Gaming shouldn’t be treated as a line item. It should be approached as a context — a dynamic environment where culture, community, and creativity intersect.

That means shifting from:

  • Campaigns to ecosystems
  • Impressions to interactions
  • Targeting to participation

It also means thinking beyond advertising altogether.

Some of the most effective brand integrations in gaming don’t look like ads at all. They’re experiences, collaborations, or contributions that enhance the environment rather than disrupt it.

From branded game modes to virtual concerts to creator-led storytelling, the opportunity isn’t just to reach gamers — it’s to become part of what they’re already doing.

The Real Opportunity: Cultural Fluency

Ultimately, the brands that win in gaming aren’t the ones with the biggest budgets. They’re the ones with the deepest understanding.

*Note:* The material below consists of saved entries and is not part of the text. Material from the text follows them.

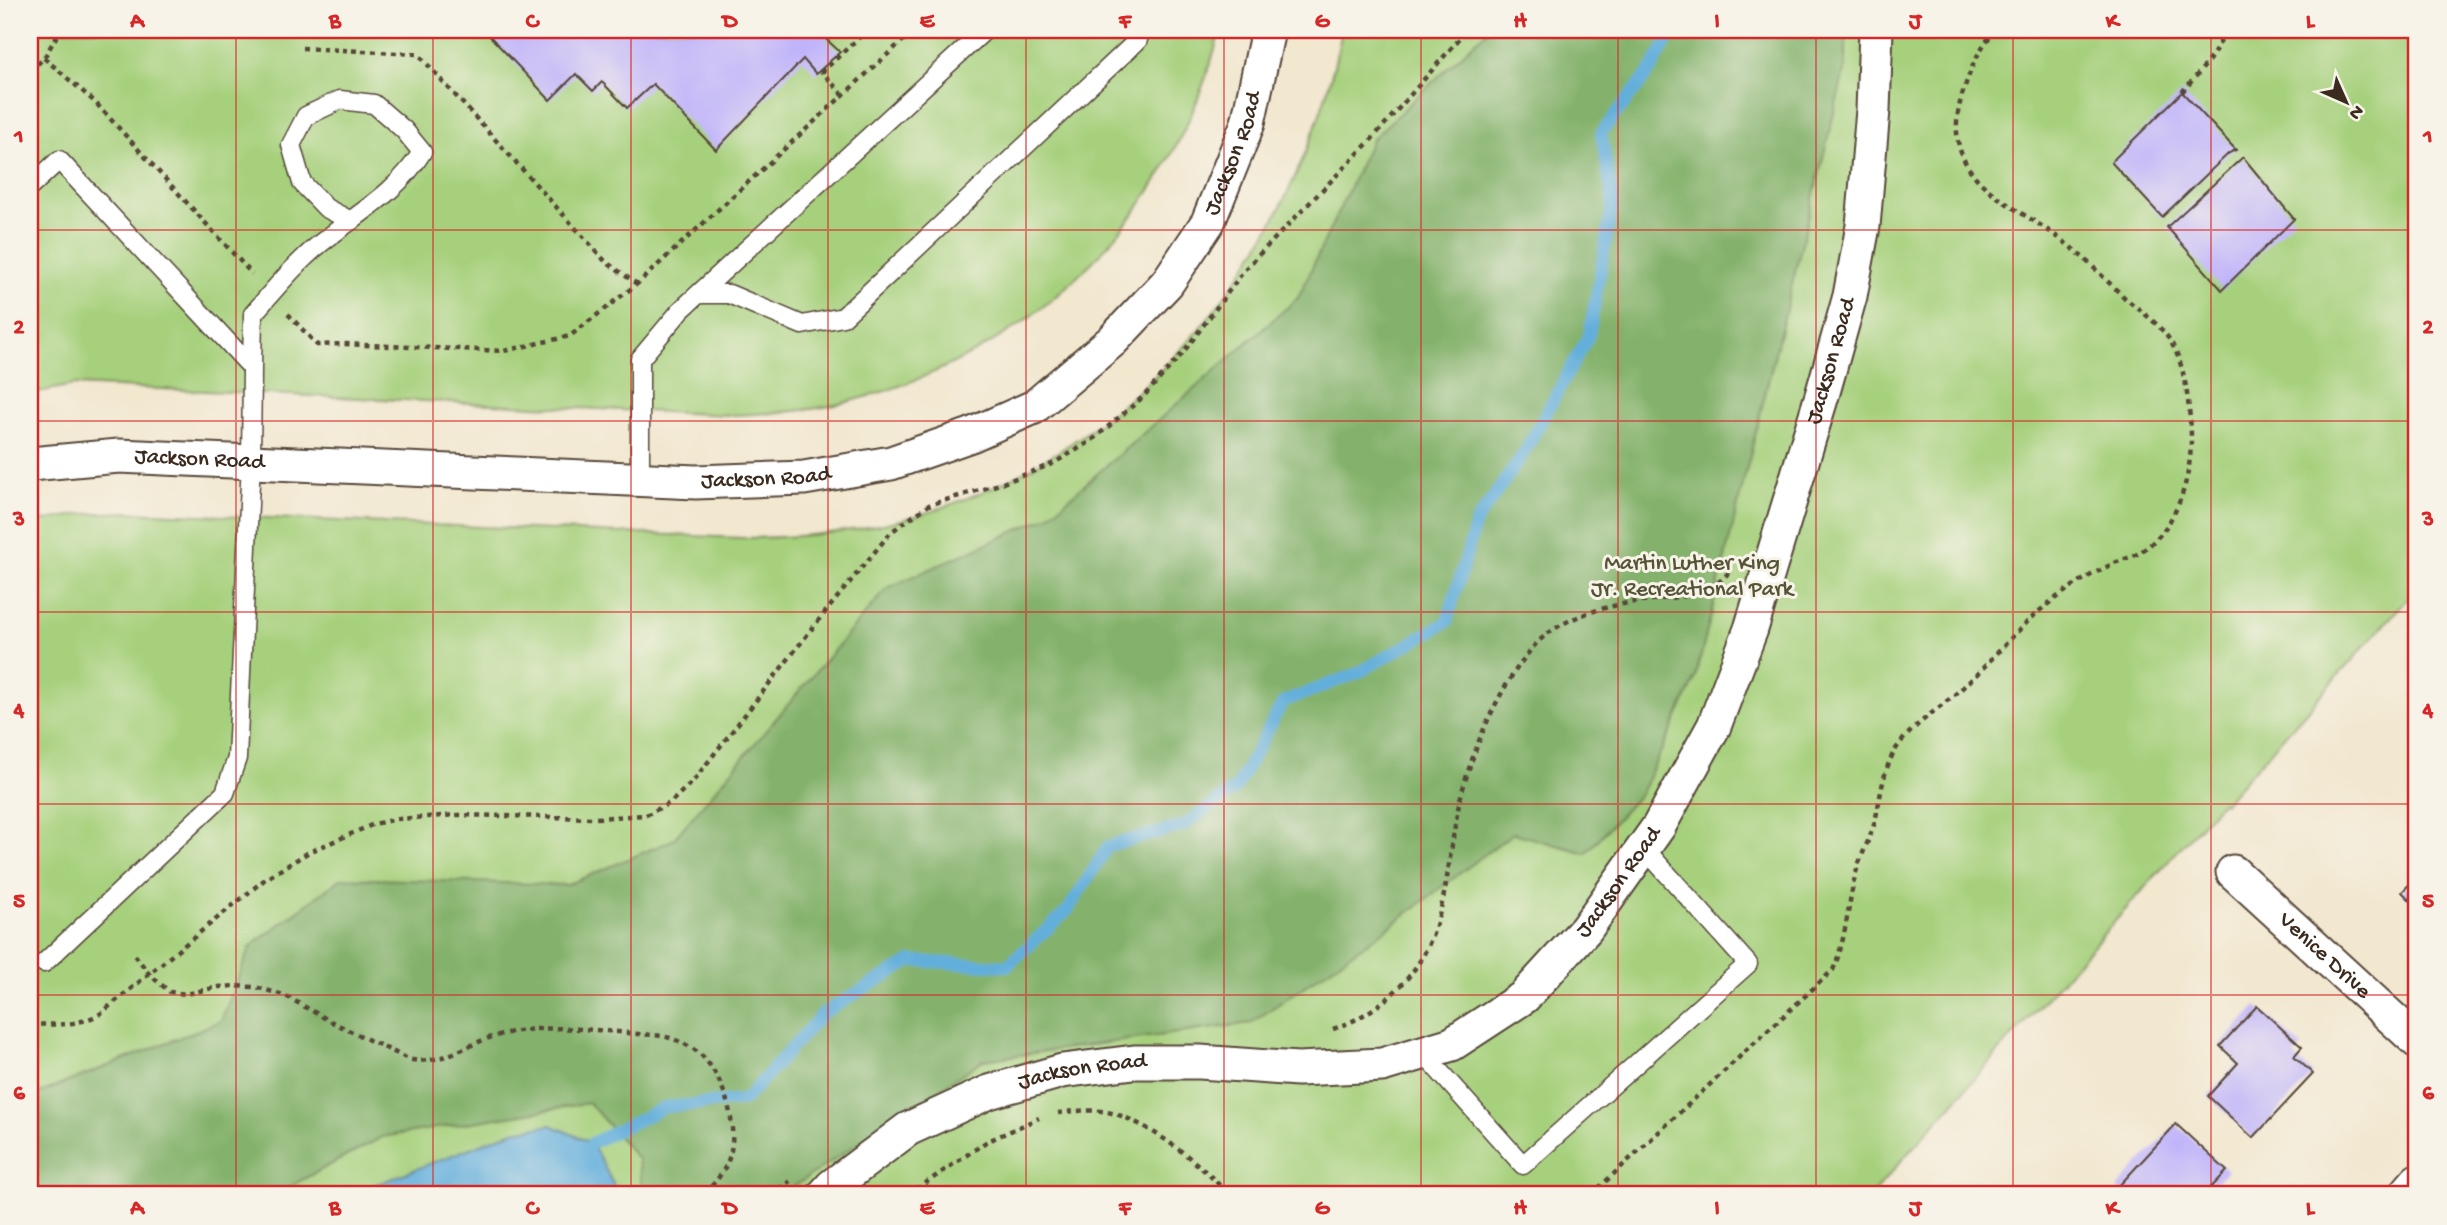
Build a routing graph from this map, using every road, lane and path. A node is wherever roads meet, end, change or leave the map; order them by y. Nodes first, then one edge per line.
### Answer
1 (60, 30) edge
2 (867, 30) edge
3 (947, 30) edge
4 (985, 30) edge
5 (1128, 30) edge
6 (1268, 30) edge
7 (1467, 30) edge
8 (1876, 30) edge
9 (1996, 30) edge
10 (2225, 30) edge
11 (302, 48) dead end
12 (44, 58) junction
13 (30, 71) edge
14 (2182, 92) dead end
15 (843, 95) junction
16 (30, 187) edge
17 (351, 221) junction
18 (637, 284) junction
19 (699, 293) junction
20 (271, 294) junction
21 (252, 368) junction
22 (251, 462) junction
23 (30, 464) edge
24 (640, 480) junction
25 (1733, 567) dead end
26 (1644, 848) junction
27 (2233, 872) dead end
28 (135, 955) dead end
29 (44, 963) dead end
30 (150, 975) junction
31 (30, 1024) edge
32 (1326, 1031) dead end
33 (2417, 1041) edge
34 (1423, 1053) junction
35 (798, 1174) dead end
36 (2417, 1181) edge
37 (703, 1195) edge
38 (771, 1195) edge
39 (824, 1195) edge
40 (908, 1195) edge
41 (1228, 1195) edge
42 (1591, 1195) edge
43 (2405, 1195) edge

1 - 12 path
2 - 15 path
3 - 15 path
4 - 19 lane
5 - 19 lane
6 - 24 street, Jackson Road
7 - 30 path
8 - 26 street, Jackson Road
9 - 42 path
10 - 14 path
11 - 18 path
12 - 13 path
12 - 20 path
15 - 18 path
16 - 21 lane
17 - 17 lane
17 - 20 lane
18 - 20 path
19 - 24 lane
20 - 21 lane
21 - 22 lane
22 - 23 street, Jackson Road
22 - 24 street, Jackson Road
22 - 29 lane
25 - 32 path
26 - 34 street, Jackson Road
26 - 34 lane
27 - 33 street, Venice Drive
28 - 30 path
30 - 31 path
30 - 37 path
34 - 39 street, Jackson Road
35 - 38 path
36 - 43 street
40 - 41 path

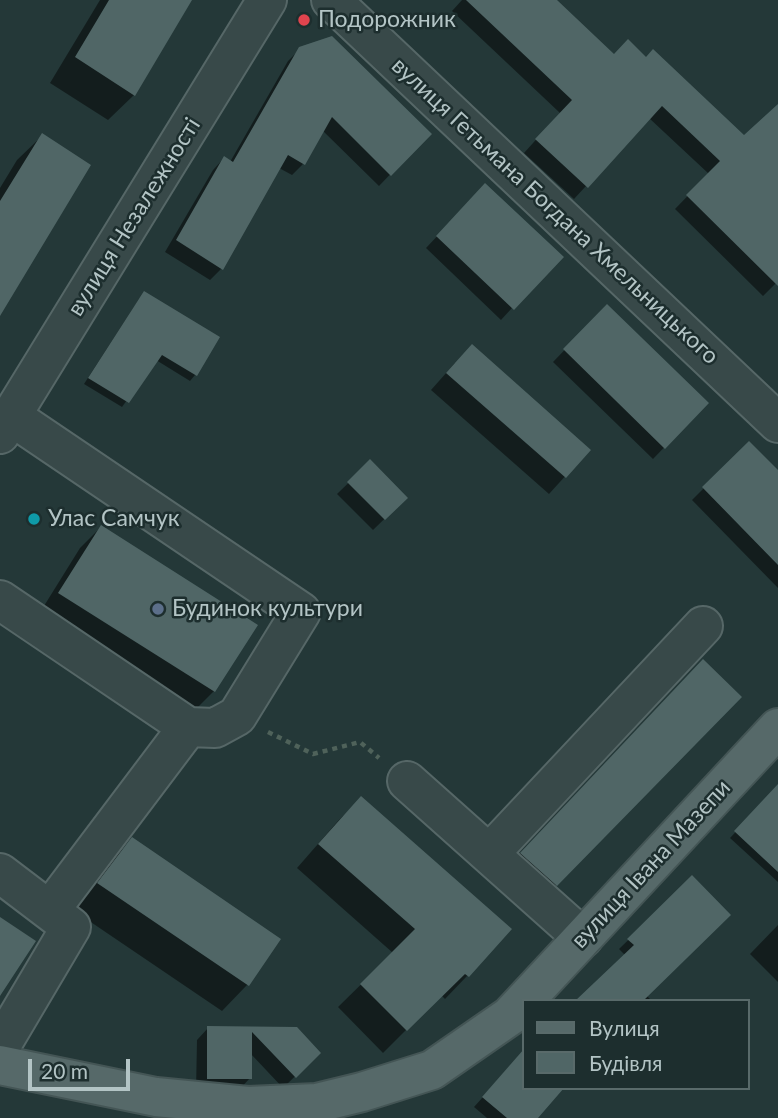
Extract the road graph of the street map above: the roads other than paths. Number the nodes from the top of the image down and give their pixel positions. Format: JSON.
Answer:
{"nodes":[{"id":1,"x":267,"y":0,"type":"edge"},
{"id":2,"x":331,"y":0,"type":"edge"},
{"id":3,"x":353,"y":0,"type":"edge"},
{"id":4,"x":778,"y":402,"type":"edge"},
{"id":5,"x":778,"y":423,"type":"edge"},
{"id":6,"x":6,"y":425,"type":"edge"},
{"id":7,"x":0,"y":600,"type":"edge"},
{"id":8,"x":703,"y":626,"type":"dead end"},
{"id":9,"x":188,"y":727,"type":"junction"},
{"id":10,"x":778,"y":728,"type":"edge"},
{"id":11,"x":407,"y":780,"type":"road end"},
{"id":12,"x":489,"y":855,"type":"junction"},
{"id":13,"x":0,"y":873,"type":"edge"},
{"id":14,"x":50,"y":910,"type":"junction"},
{"id":15,"x":583,"y":938,"type":"junction"},
{"id":16,"x":526,"y":999,"type":"edge"},
{"id":17,"x":522,"y":1003,"type":"edge"},
{"id":18,"x":0,"y":1047,"type":"edge"},
{"id":19,"x":0,"y":1065,"type":"edge"}],
"edges":[{"from":1,"to":6,"type":"street","name":"вулиця Незалежності"},
{"from":2,"to":5,"type":"street","name":"вулиця Гетьмана Богдана Хмельницького"},
{"from":3,"to":4,"type":"street","name":"вулиця Гетьмана Богдана Хмельницького"},
{"from":6,"to":9,"type":"street"},
{"from":7,"to":9,"type":"street"},
{"from":8,"to":12,"type":"street"},
{"from":9,"to":14,"type":"street"},
{"from":10,"to":15,"type":"main road","name":"вулиця Івана Мазепи"},
{"from":11,"to":12,"type":"street"},
{"from":12,"to":15,"type":"street"},
{"from":13,"to":14,"type":"street"},
{"from":14,"to":18,"type":"street"},
{"from":15,"to":16,"type":"main road","name":"вулиця Івана Мазепи"},
{"from":17,"to":19,"type":"main road","name":"вулиця Івана Мазепи"}]}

Gaming rewards cultural fluency.

It favors brands that understand how communities form, how value is exchanged, and how identity is expressed within these spaces. It demands patience, experimentation, and a willingness to let go of traditional control.

That’s a departure from how many marketers are trained to operate.

But it’s also the opportunity.

Because while most brands are still trying to “figure out gaming,” a smaller group is already embedding themselves within it — building relevance that extends far beyond a single campaign.

Brands Need to Do Better

Gaming doesn’t need to prove its importance. It already commands the attention, time, and emotional investment that marketers spend billions trying to capture elsewhere.

The question isn’t whether brands should be in gaming.

It’s whether they’re willing to meet it on its own terms.

Right now, many aren’t.

And until that changes, gaming will remain what it is today for advertisers: not an underperforming channel — but an under-understood one.